Render every line of the data exactly as written, and leave out the pictures.

**Collected data**
┌────────

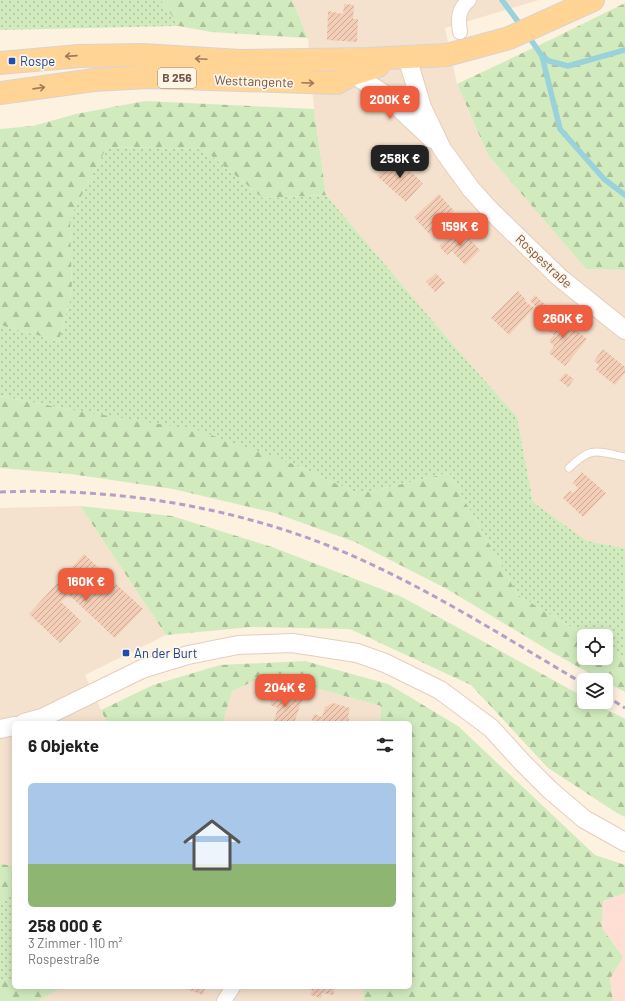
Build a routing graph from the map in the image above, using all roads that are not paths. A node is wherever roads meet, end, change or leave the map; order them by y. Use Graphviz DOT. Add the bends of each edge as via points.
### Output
graph roads {
  1 [pos="469,0"];
  2 [pos="593,0"];
  3 [pos="460,32"];
  4 [pos="407,56"];
  5 [pos="0,63"];
  6 [pos="353,74"];
  7 [pos="0,93"];
  8 [pos="442,149"];
  9 [pos="625,330"];
  10 [pos="625,457"];
  11 [pos="569,468"];
  12 [pos="31,721"];
  13 [pos="12,726"];
  14 [pos="0,729"];
  15 [pos="625,842"];
  16 [pos="232,989"];
  17 [pos="224,1001"];
  1 -- 3 [label="street" via="464,4 458,19"];
  2 -- 4 [label="main road, Westtangente / B 256" via="510,38 447,55"];
  4 -- 5 [label="main road, Westtangente / B 256, one-way" via="342,60 240,61 143,55 78,56"];
  4 -- 6 [label="main road, Westtangente / B 256"];
  4 -- 8 [label="street, Rospestraße" via="422,107"];
  7 -- 6 [label="main road, Westtangente / B 256, one-way" via="94,80 148,77 337,83"];
  6 -- 8 [label="street" via="384,94"];
  8 -- 9 [label="street, Rospestraße" via="490,210 559,277"];
  10 -- 11 [label="lane" via="597,451 581,457"];
  12 -- 15 [label="street" via="142,669 188,655 238,645 292,643 357,653 385,663 440,690 492,728 550,790 584,819"];
  13 -- 14 [label="street"];
  16 -- 17 [label="street"];
}
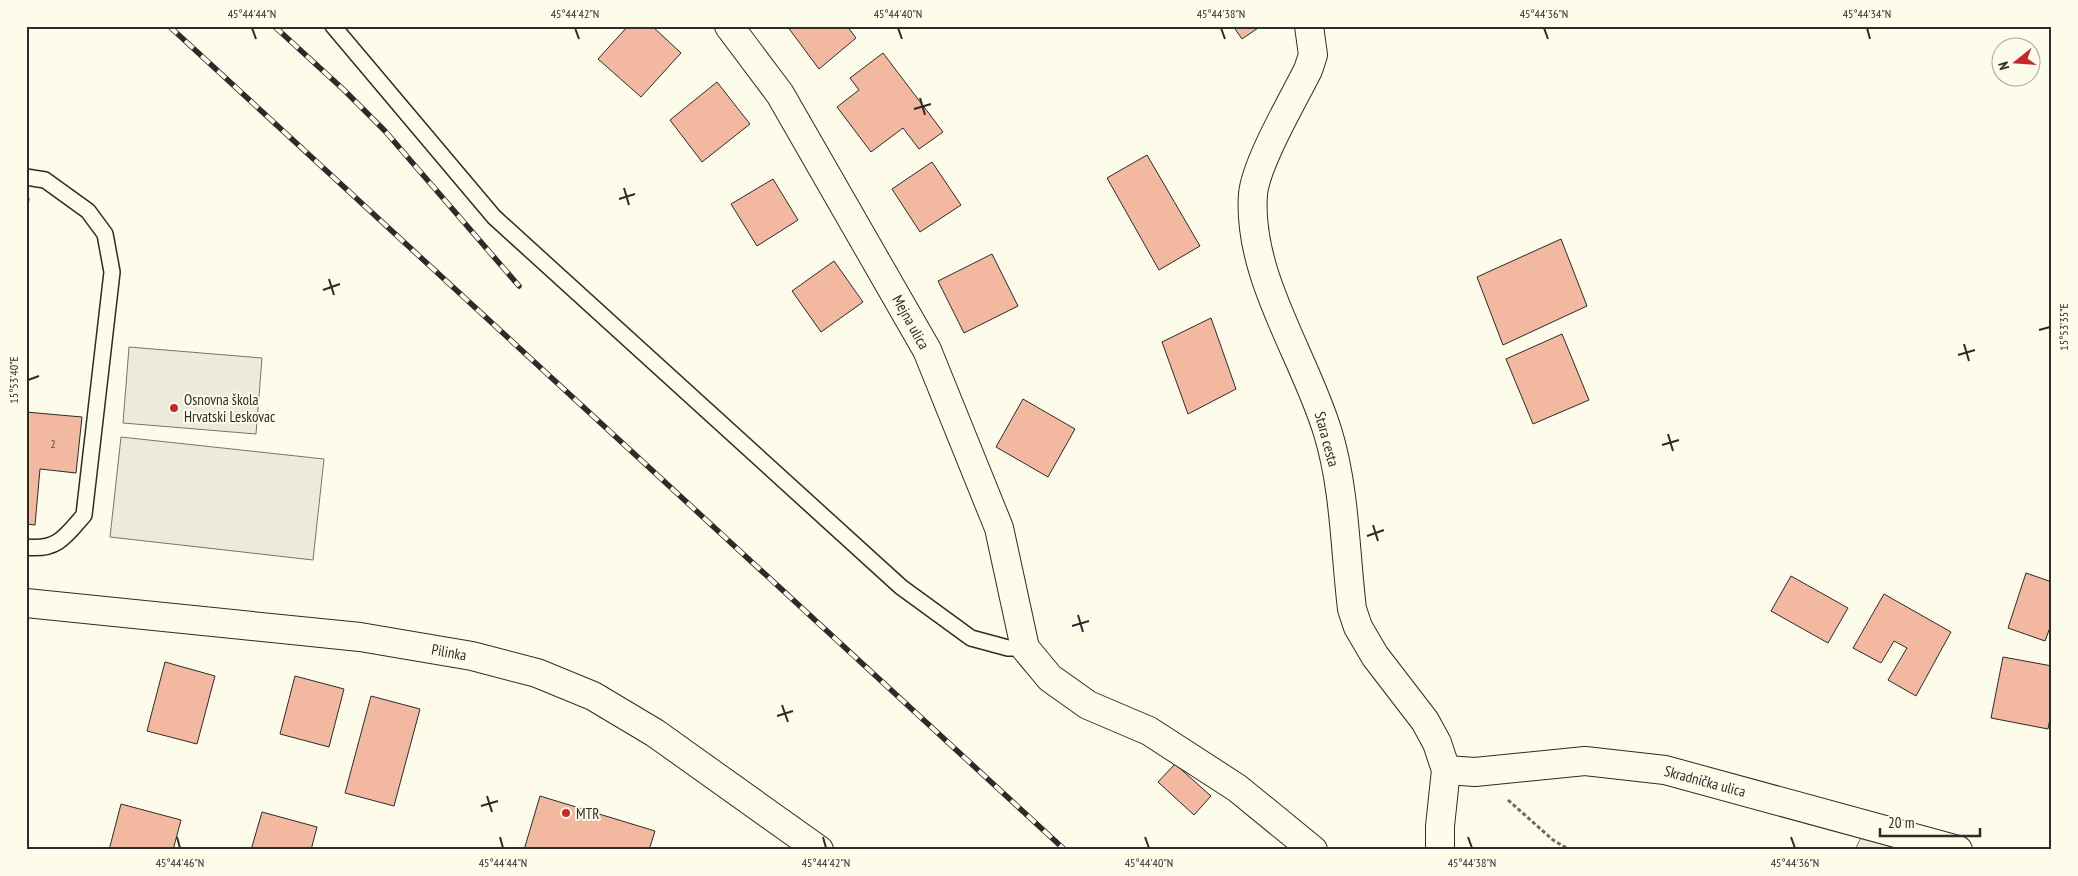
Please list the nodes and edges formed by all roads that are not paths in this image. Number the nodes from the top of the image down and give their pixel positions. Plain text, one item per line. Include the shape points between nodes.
1 (334, 26) edge
2 (729, 26) edge
3 (1309, 26) edge
4 (26, 177) edge
5 (26, 547) edge
6 (26, 603) edge
7 (1024, 648) junction
8 (1446, 770) junction
9 (819, 850) edge
10 (1314, 850) edge
11 (1440, 850) edge
12 (1958, 850) edge

1 - 7 lane via 494,217 901,587 971,638 1008,648
2 - 7 street, Mejna ulica via 780,94 927,350 999,528
3 - 8 street, Stara cesta via 1313,55 1308,70 1257,174 1253,203 1259,257 1328,433 1336,466 1352,609 1358,626 1375,656 1425,721
4 - 5 lane via 45,180 88,211 106,234 112,272 84,515 61,542
6 - 9 street, Pilinka via 360,637 472,656 537,673 593,696 655,733
7 - 10 street via 1050,678 1088,705 1166,741 1237,788
8 - 11 street, Stara cesta
8 - 12 street, Skradnička ulica via 1475,772 1585,761 1665,770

└────────

**RESPONSE TO THIS EXERCISE**
Build a routing graph from the map in the image above, using all roads that are not paths. A node is wherever roads meet, end, change or leave the map; order them by y. Use Graphviz DOT. Add the bends of each edge as via points.
### Output
graph roads {
  1 [pos="469,0"];
  2 [pos="593,0"];
  3 [pos="460,32"];
  4 [pos="407,56"];
  5 [pos="0,63"];
  6 [pos="353,74"];
  7 [pos="0,93"];
  8 [pos="442,149"];
  9 [pos="625,330"];
  10 [pos="625,457"];
  11 [pos="569,468"];
  12 [pos="31,721"];
  13 [pos="12,726"];
  14 [pos="0,729"];
  15 [pos="625,842"];
  16 [pos="232,989"];
  17 [pos="224,1001"];
  1 -- 3 [label="street" via="464,4 458,19"];
  2 -- 4 [label="main road, Westtangente / B 256" via="510,38 447,55"];
  4 -- 5 [label="main road, Westtangente / B 256, one-way" via="342,60 240,61 143,55 78,56"];
  4 -- 6 [label="main road, Westtangente / B 256"];
  4 -- 8 [label="street, Rospestraße" via="422,107"];
  7 -- 6 [label="main road, Westtangente / B 256, one-way" via="94,80 148,77 337,83"];
  6 -- 8 [label="street" via="384,94"];
  8 -- 9 [label="street, Rospestraße" via="490,210 559,277"];
  10 -- 11 [label="lane" via="597,451 581,457"];
  12 -- 15 [label="street" via="142,669 188,655 238,645 292,643 357,653 385,663 440,690 492,728 550,790 584,819"];
  13 -- 14 [label="street"];
  16 -- 17 [label="street"];
}
Please list the nodes and edges formed by all roads that are not paths in this image. Number the nodes from the top of the image down and give their pixel positions. Plain text, one item per line. Include the shape points between nodes.
1 (334, 26) edge
2 (729, 26) edge
3 (1309, 26) edge
4 (26, 177) edge
5 (26, 547) edge
6 (26, 603) edge
7 (1024, 648) junction
8 (1446, 770) junction
9 (819, 850) edge
10 (1314, 850) edge
11 (1440, 850) edge
12 (1958, 850) edge

1 - 7 lane via 494,217 901,587 971,638 1008,648
2 - 7 street, Mejna ulica via 780,94 927,350 999,528
3 - 8 street, Stara cesta via 1313,55 1308,70 1257,174 1253,203 1259,257 1328,433 1336,466 1352,609 1358,626 1375,656 1425,721
4 - 5 lane via 45,180 88,211 106,234 112,272 84,515 61,542
6 - 9 street, Pilinka via 360,637 472,656 537,673 593,696 655,733
7 - 10 street via 1050,678 1088,705 1166,741 1237,788
8 - 11 street, Stara cesta
8 - 12 street, Skradnička ulica via 1475,772 1585,761 1665,770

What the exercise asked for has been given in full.